- **Prompt**
Your answer must be the records below, given again exactly, with no pictures in it.

Start of The data

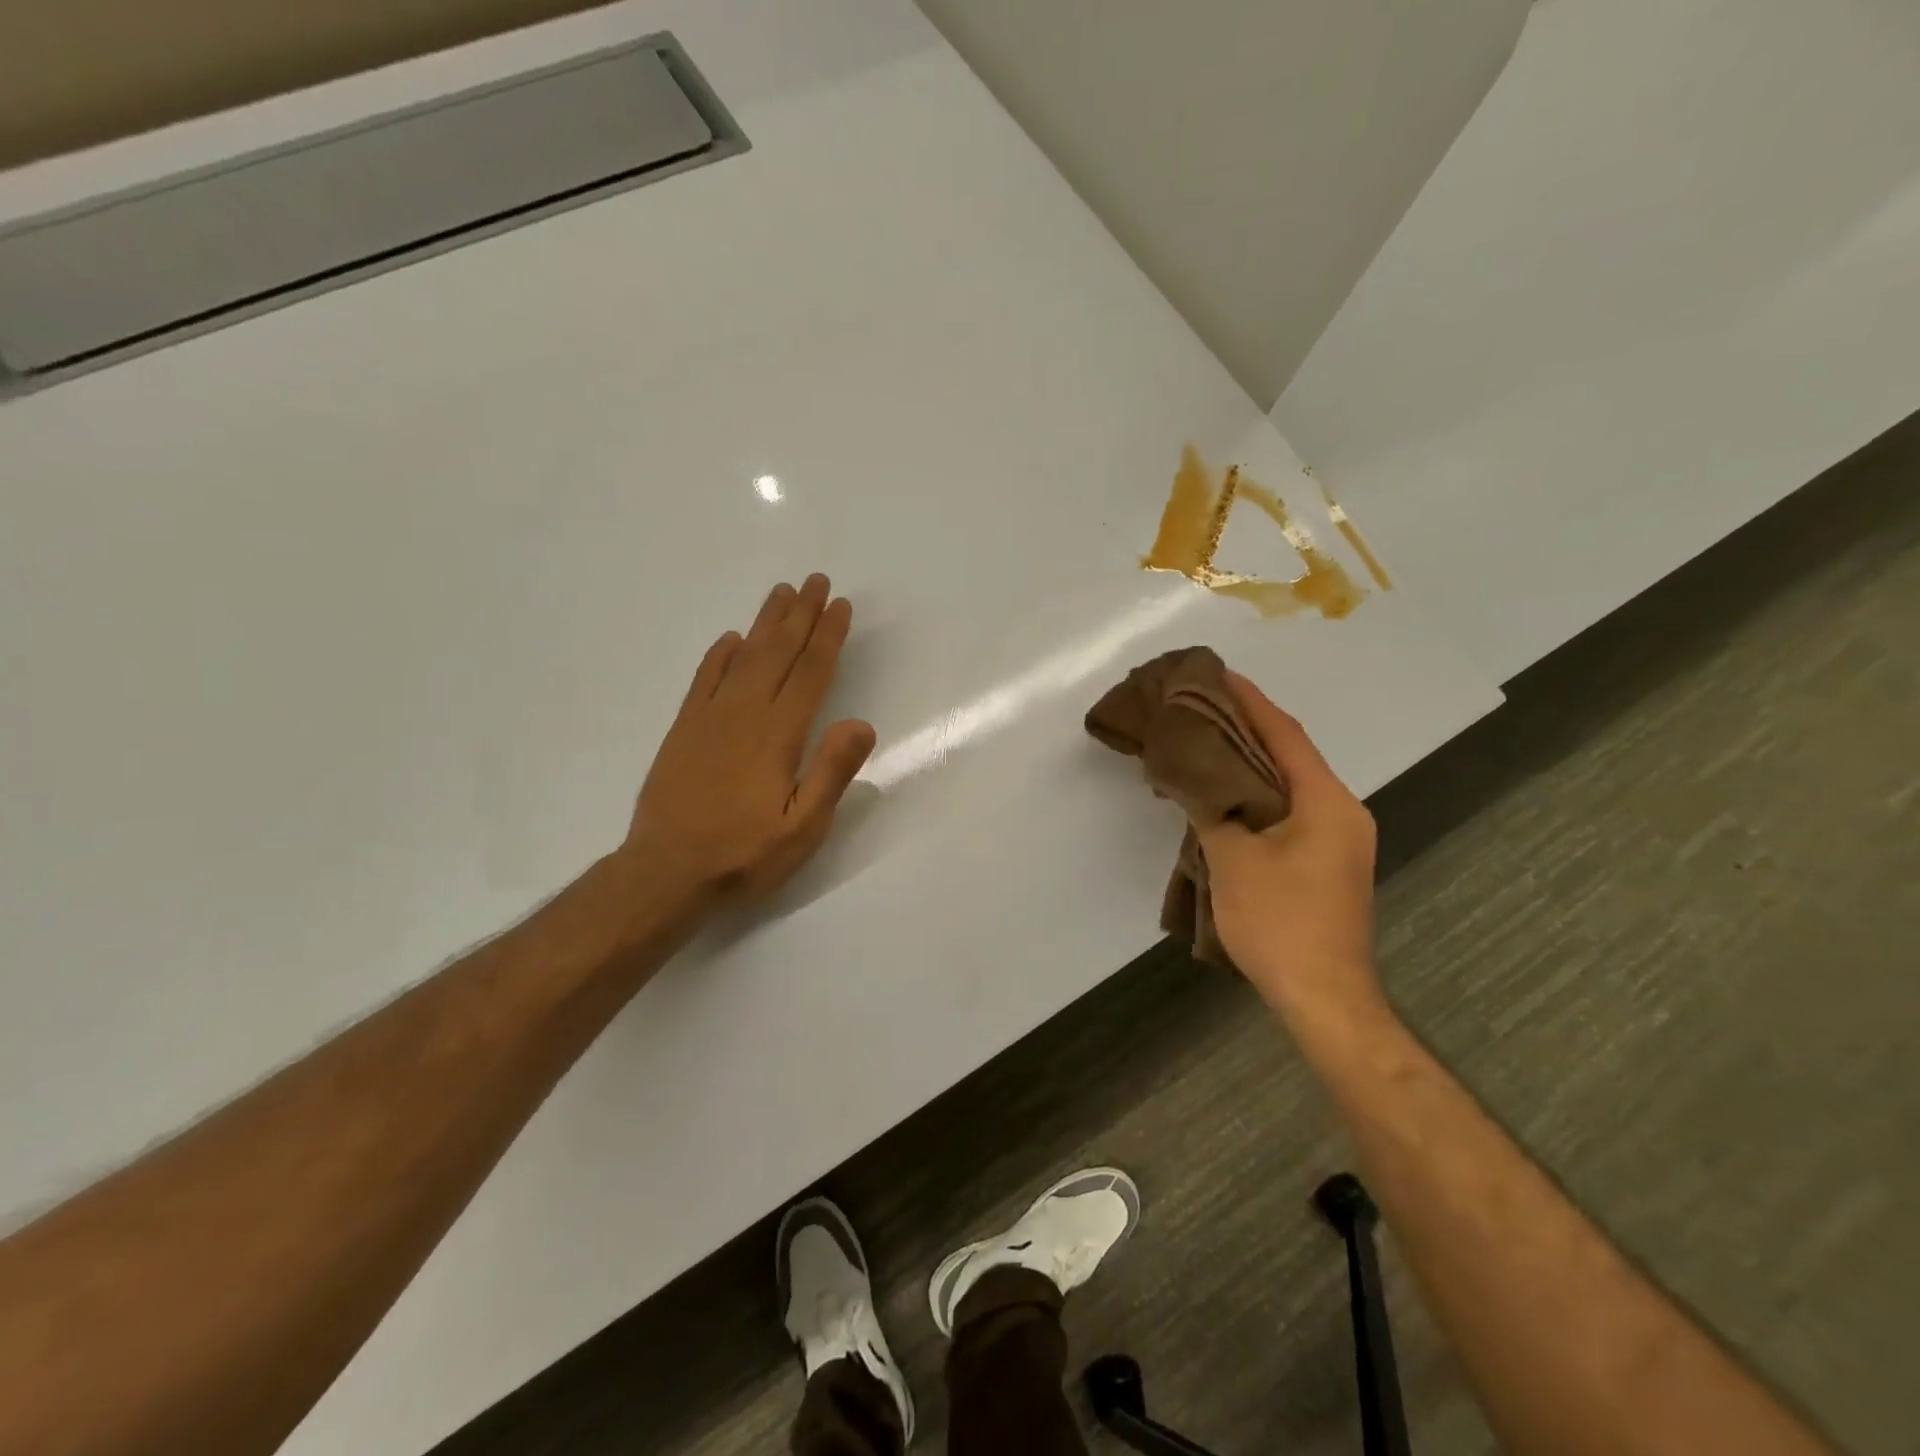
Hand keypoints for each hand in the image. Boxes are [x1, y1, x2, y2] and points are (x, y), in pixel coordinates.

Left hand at [620, 574, 875, 906]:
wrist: (665, 873)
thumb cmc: (743, 855)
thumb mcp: (802, 828)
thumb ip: (831, 773)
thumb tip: (861, 723)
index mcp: (778, 735)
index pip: (810, 673)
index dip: (827, 636)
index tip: (841, 606)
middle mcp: (743, 714)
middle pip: (777, 652)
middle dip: (800, 615)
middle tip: (816, 581)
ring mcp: (708, 718)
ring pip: (742, 656)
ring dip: (765, 623)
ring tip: (781, 592)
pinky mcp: (683, 730)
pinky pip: (703, 678)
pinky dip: (719, 654)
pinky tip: (730, 639)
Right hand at [1198, 672, 1385, 1028]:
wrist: (1324, 997)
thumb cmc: (1280, 923)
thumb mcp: (1234, 861)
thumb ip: (1212, 810)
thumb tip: (1191, 779)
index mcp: (1327, 802)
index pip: (1284, 735)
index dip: (1250, 701)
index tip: (1219, 673)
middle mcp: (1342, 811)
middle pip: (1289, 754)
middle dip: (1247, 727)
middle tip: (1202, 705)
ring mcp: (1339, 838)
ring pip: (1288, 783)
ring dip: (1249, 762)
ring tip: (1205, 741)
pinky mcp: (1327, 861)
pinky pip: (1288, 810)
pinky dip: (1256, 794)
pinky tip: (1224, 794)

End of The data

- **Solution to the problem**
Hand keypoints for each hand in the image. Boxes are [x1, y1, x2, y2] and points are (x, y), in pixel coordinates.

Left hand at [620, 574, 875, 906]:
wrist: (665, 873)
thumb cmc: (743, 855)
thumb mcp: (802, 828)
thumb ip: (831, 773)
thumb tip: (861, 723)
index mcp: (778, 735)
index pip: (810, 673)
index dip: (827, 636)
index tip: (841, 606)
middle mcp: (743, 714)
middle pip: (777, 652)
middle dip: (800, 615)
middle tip: (816, 581)
ring mcp: (708, 718)
ring pip: (742, 656)
ring dip: (765, 623)
ring tip: (781, 592)
pinky mcp: (683, 730)
pinky pip: (703, 678)
pinky dip: (719, 654)
pinky tip: (730, 639)
Right hand at [1198, 672, 1385, 1028]:
wrist: (1324, 997)
thumb cmc: (1280, 923)
thumb mcp: (1234, 861)
thumb ip: (1212, 810)
thumb tip: (1191, 779)
index mcp: (1327, 802)
index pip: (1284, 735)
index dip: (1250, 701)
index tip: (1219, 673)
middle mcp: (1342, 811)
middle pip: (1289, 754)
middle dip: (1247, 727)
middle tip: (1202, 705)
ring mcp: (1339, 838)
ring pip: (1288, 783)
ring dip: (1249, 762)
ring tip: (1205, 741)
pinky mcp: (1327, 861)
pinky pip: (1288, 810)
pinky dip: (1256, 794)
pinky tip: (1224, 794)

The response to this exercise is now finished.